After 25 years of faithful service to the DJing community, it is only fitting that Sennheiser have released a special anniversary edition made from aluminium to celebrate what is probably clubland’s favourite set of cans.
The key to the unusually long-lived success of the HD-25 cans is the functional elegance of the initial design that manages to do everything just right. These headphones are comfortable, long lasting and have just the right kind of sound and volume levels needed to cue tracks in outrageously loud club environments. Of course, the big problem with getting something right first time is that it is very hard to improve on perfection. Therefore, the improvements made to this anniversary edition are hardly revolutionary. But given the cool aluminium ear-cup bodies and styling, we doubt Sennheiser will have any trouble convincing DJs to take the HD-25 Aluminiums home with them, and with Christmas coming up it might be a good time to start dropping heavy hints to girlfriends, boyfriends and any other cashed-up loved ones!
When first seeing the HD-25 Aluminium, the most obvious difference from the plain old garden variety are the ear-cups, which are lathed individually from a single block of high-grade aluminium — making every set of headphones unique. The look of the HD-25 Aluminium is very similar to the short-lived high-end HD-25 Amperior version, and closer inspection reveals that other features found on the Amperior have found their way onto this anniversary edition.
The aluminium ear-cups are much stiffer than the standard plastic ones and as a result handle the drivers in a much more confident and noise-free manner. The result is that the harshness in the top-end that the HD-25 is known for is reduced, and the sound quality benefits from this. While the improvement to the sound reproduction is noticeable in a quiet listening environment, it probably won’t be noticeable in the DJ booth — but it certainly won’t hurt.
Another departure from the norm is the inclusion of a headphone case. This has been something that was completely missing from the HD-25SP headphones and the thin plastic case supplied with the regular HD-25s is only really useful for keeping dust and liquids away — providing little, if any, impact protection. The case supplied with the HD-25 Aluminium is a soft padded affair with a nice internal pocket to keep the cable tidy and store spare adapters. While the inclusion of a proper case is a nice touch, this one lacks the function and protection offered by a hard case design like the ones supplied with V-MODA headphones.
Another slight niggle with the case and the HD-25 range as a whole is the fact that they are quite bulky to carry because they do not fold up, and in this age of shrinking technology this may put some potential owners off.
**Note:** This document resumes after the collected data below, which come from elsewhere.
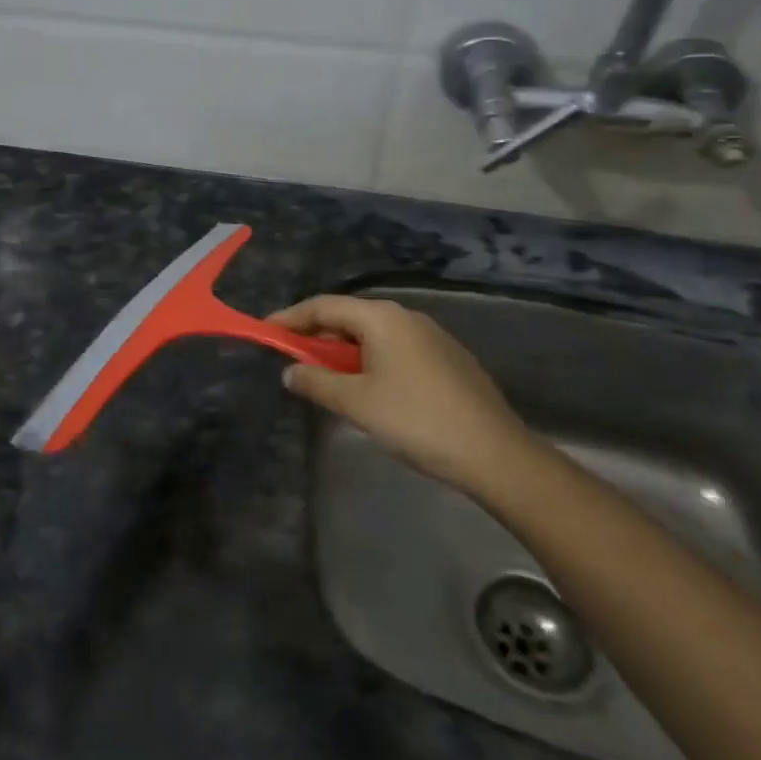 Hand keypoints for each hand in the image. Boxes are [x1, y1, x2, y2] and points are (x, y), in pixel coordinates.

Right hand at [268, 295, 536, 496]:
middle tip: (291, 357)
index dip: (291, 318)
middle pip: (349, 317)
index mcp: (382, 318)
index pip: (324, 306)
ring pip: (373, 334)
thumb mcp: (357, 402)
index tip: (265, 331)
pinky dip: (369, 359)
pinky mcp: (447, 359)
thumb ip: (316, 382)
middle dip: (316, 335)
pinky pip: (395, 348)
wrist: (495, 453)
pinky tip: (366, 387)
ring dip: (342, 350)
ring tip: (324, 375)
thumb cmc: (416, 420)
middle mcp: (406, 317)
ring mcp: (431, 336)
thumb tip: (290, 371) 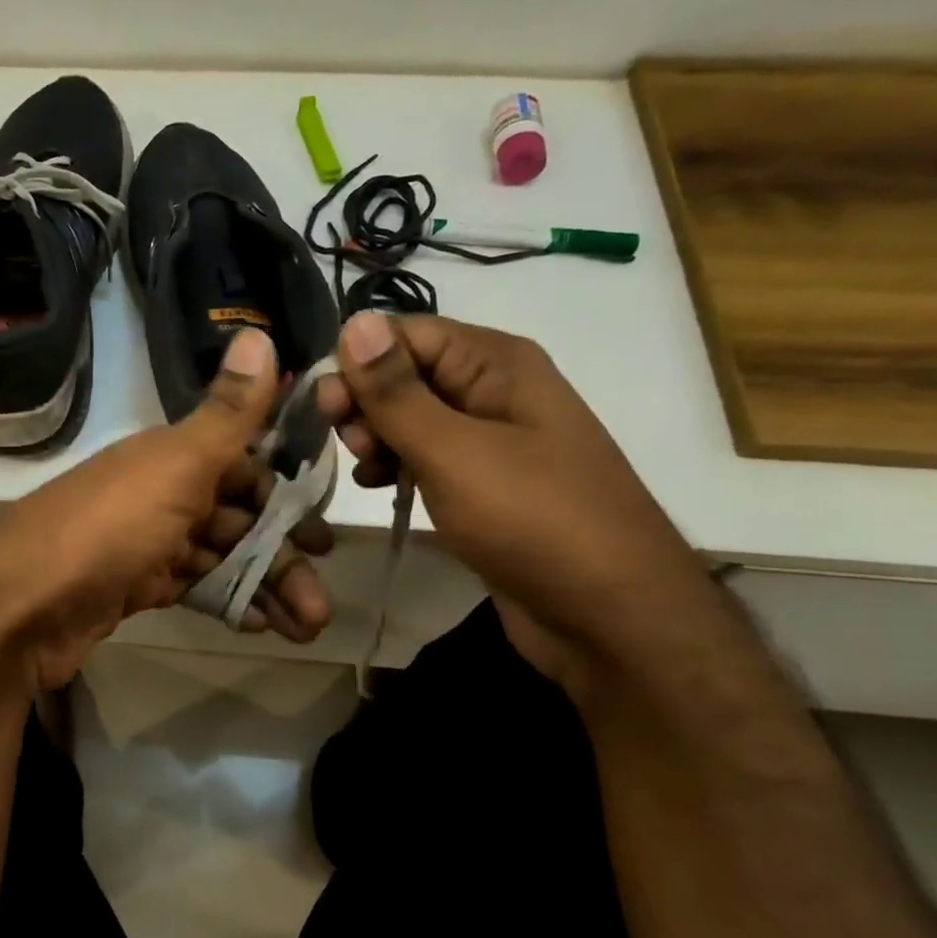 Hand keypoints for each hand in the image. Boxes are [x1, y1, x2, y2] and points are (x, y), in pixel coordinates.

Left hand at [0, 329, 333, 689]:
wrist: (19, 604)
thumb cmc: (109, 526)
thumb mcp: (176, 464)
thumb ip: (227, 413)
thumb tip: (261, 332)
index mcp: (169, 457)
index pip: (241, 464)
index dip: (285, 491)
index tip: (325, 524)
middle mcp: (158, 494)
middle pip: (235, 517)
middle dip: (283, 552)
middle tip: (324, 593)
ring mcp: (142, 544)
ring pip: (218, 558)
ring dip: (264, 585)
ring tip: (310, 622)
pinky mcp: (130, 588)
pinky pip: (191, 587)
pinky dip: (227, 601)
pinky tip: (261, 624)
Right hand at [316, 310, 715, 689]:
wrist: (610, 616)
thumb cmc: (533, 520)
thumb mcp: (454, 451)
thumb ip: (397, 392)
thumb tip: (355, 321)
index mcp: (496, 363)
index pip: (405, 334)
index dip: (359, 362)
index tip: (326, 406)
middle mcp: (493, 390)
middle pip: (405, 373)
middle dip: (366, 403)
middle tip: (349, 444)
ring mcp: (489, 440)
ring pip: (409, 418)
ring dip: (376, 437)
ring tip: (367, 472)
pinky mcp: (482, 484)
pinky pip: (425, 457)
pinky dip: (395, 467)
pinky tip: (379, 488) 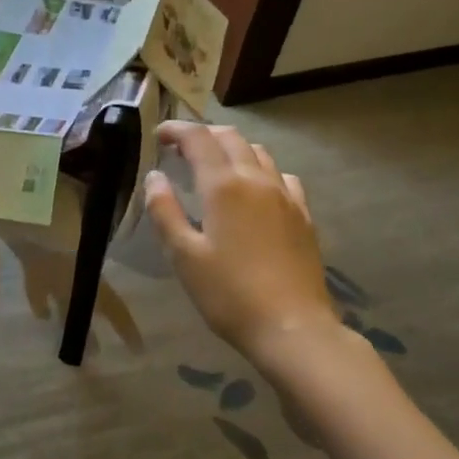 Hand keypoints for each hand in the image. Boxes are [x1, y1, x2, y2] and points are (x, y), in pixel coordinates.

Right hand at [145, 122, 343, 369]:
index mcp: (224, 186)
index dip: (176, 130)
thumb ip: (165, 211)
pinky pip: (281, 177)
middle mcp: (257, 180)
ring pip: (259, 153)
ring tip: (214, 164)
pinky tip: (255, 190)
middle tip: (180, 148)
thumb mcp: (183, 255)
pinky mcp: (303, 215)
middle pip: (231, 138)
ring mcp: (286, 196)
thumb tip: (154, 177)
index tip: (159, 135)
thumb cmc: (228, 294)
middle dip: (203, 135)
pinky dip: (261, 170)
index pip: (199, 139)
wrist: (292, 327)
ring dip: (232, 148)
As with all of the HD-25 range, the build quality of the HD-25 Aluminium is absolutely amazing. All of the component parts work perfectly together to make a supremely comfortable set of headphones, thanks to features like the split headband, swiveling ear-cups and generous height-adjustment range. These headphones have a reputation for being able to take a beating, and it is well earned: the components are all of the highest quality, and every single one of them can be purchased as spare parts and easily replaced, making them potentially the last pair of headphones that a working DJ ever needs to buy.
Given the amazing reputation that the whole HD-25 range has earned over the years, and the continued support from the DJ community, these anniversary edition headphones are sure to be a hit with those looking for something a little bit special. While the improvement to the sound is noticeable, it is not massive and probably doesn’t warrant the extra money the HD-25 Aluminiums command, but they do look sexy and will last a very long time — and that will likely sway the decision of many. While the HD-25 range has stood the test of time, there are other headphones with newer technology and features in this price range, so DJs would be wise to do their homework before purchase.
They are available now from sennheiser.com priced at £209.